Henderson graduated from Jefferson Medical College in Philadelphia in 1841 and was commissioned as an Assistant Surgeon in the U.S. Navy. He was advanced to Surgeon in 1856 and Medical Director in 1871.

Henderson at first was attached to vessels involved with the Seminole War; he was part of an 1842 canoe expedition into the Everglades commanded by Lieutenant John Rodgers. Henderson later sailed on vessels interdicting slave traders off the coast of Africa.

During the Mexican-American War he was present at the battles of Río San Gabriel and La Mesa, January 8-9, 1847, which led to the recapture of Los Angeles.

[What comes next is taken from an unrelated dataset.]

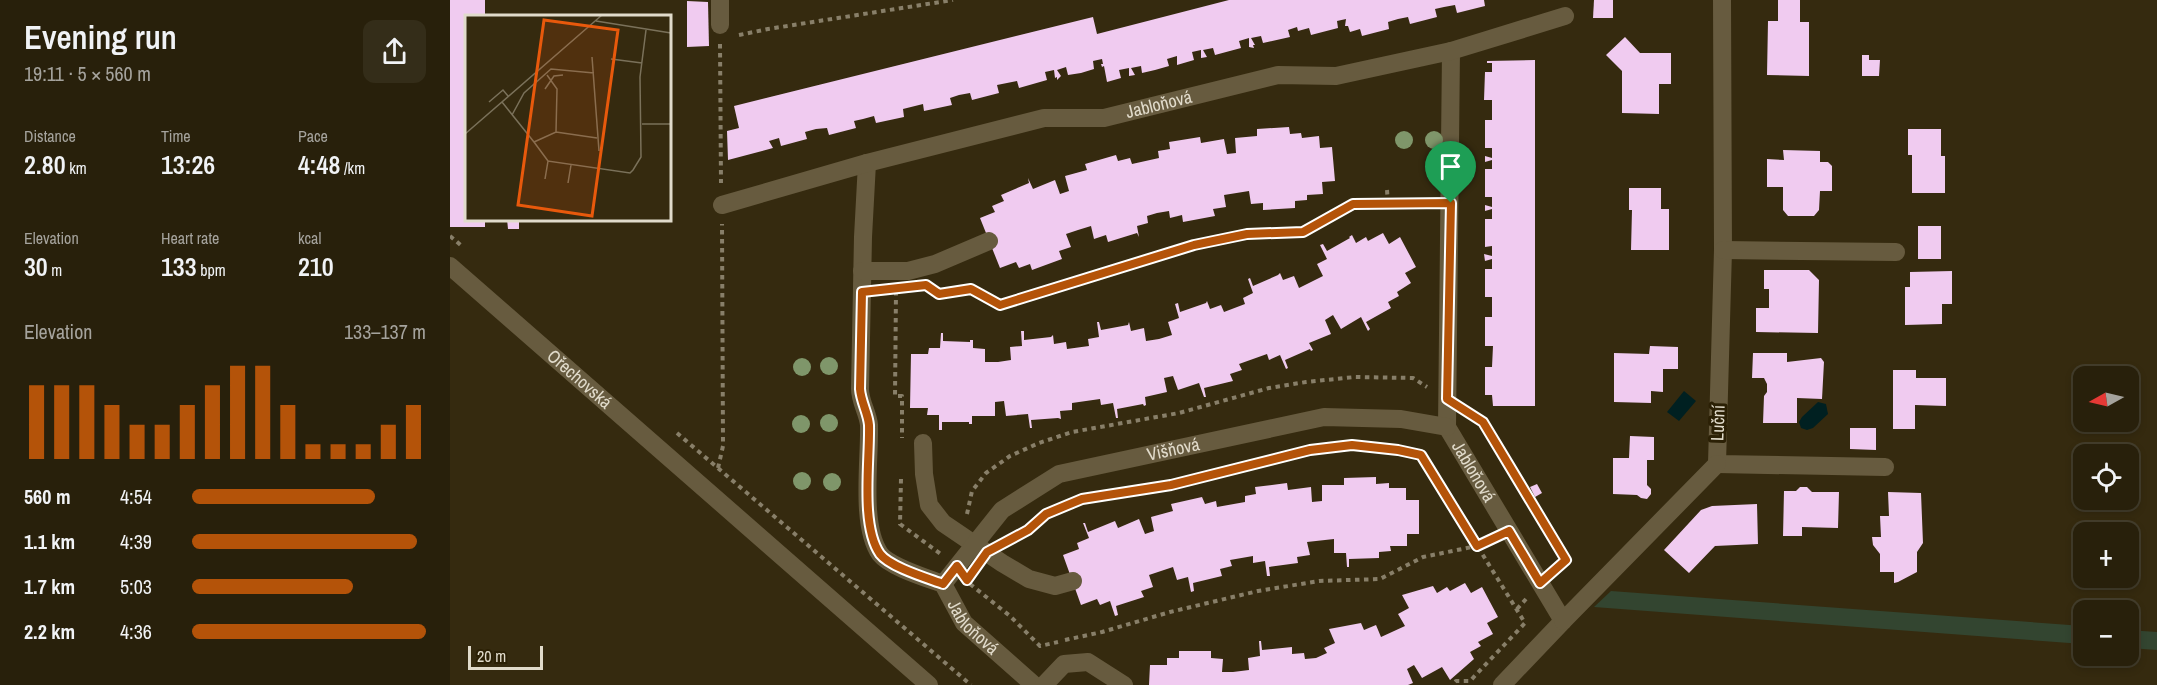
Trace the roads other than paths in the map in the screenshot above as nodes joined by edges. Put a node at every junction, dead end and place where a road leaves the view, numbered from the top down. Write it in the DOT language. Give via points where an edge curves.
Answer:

In 1852-3 he served aboard the on a voyage that helped generate the first bathymetric charts of the Atlantic Ocean.

From 1853-6 he was stationed at the Philadelphia Naval Asylum and a member of the Board of Examiners.

From 1856 to 1858 he served aboard the USS Portsmouth on a cruise to the Pacific, seeing action at Canton in 1856.

In 1860 Henderson received three patents for improvements to reaping and mowing machines. He applied to extend two of the patents in 1874.

After the return of the Portsmouth he was stationed at the Portsmouth Naval Shipyard until 1861, when he was transferred to the , which operated in the Gulf of Mexico on blockade duty. In 1862-3 the Richmond was part of David Farragut's squadron which assisted in the capture of New Orleans, Vicksburg, and other Confederate strongholds on the lower Mississippi.

In 1864 Henderson was posted to the Norfolk Naval Hospital. In 1868–1869 he was appointed as fleet surgeon for the South Pacific Squadron. In 1870–1871 he served at the Boston Navy Yard.

In 1871 Henderson was promoted to medical director and posted to the Brooklyn Navy Yard, where he served as the director of the Naval Laboratory there, a unit which provided drugs and medical supplies to the navy, until his death in 1875.

==Specimen collecting==
From 1848, Henderson was a Correspondent of the Academy of Natural Sciences of Philadelphia, and would periodically send biological specimens back to Philadelphia for study. In 1858 he contributed a collection of birds to the Academy collected in Japan and the Philippines which was the subject of an article in the Academy's journal. A number of plant species were named from specimens collected by Henderson - the shrubs Coptosperma borbonica and Tarenna borbonica of the Indian Ocean island of Réunion, the vine Kadsura marmorata of Borneo and The Philippines, and Gazania splendens, a South African ornamental composite, among others. In 1919 zoologist Henry Weed Fowler named a species of Zenarchopterus (a type of viviparous halfbeak fish) after Henderson, but the specimen Henderson collected is now considered to be Zenarchopterus ectuntio.

==Personal life==
Henderson married Mary Elizabeth Peaco (1825-1872), daughter of Dr. John W. Peaco (also a navy surgeon, although he had died in 1827). They had John Augustus Henderson (1853-), a navy engineer, George Andrew Henderson (1855-), Virginia Henderson (1859-), and Robley Dunglison Henderson (1861-1864).

Henderson and his wife are buried in Woodlands cemetery in Philadelphia.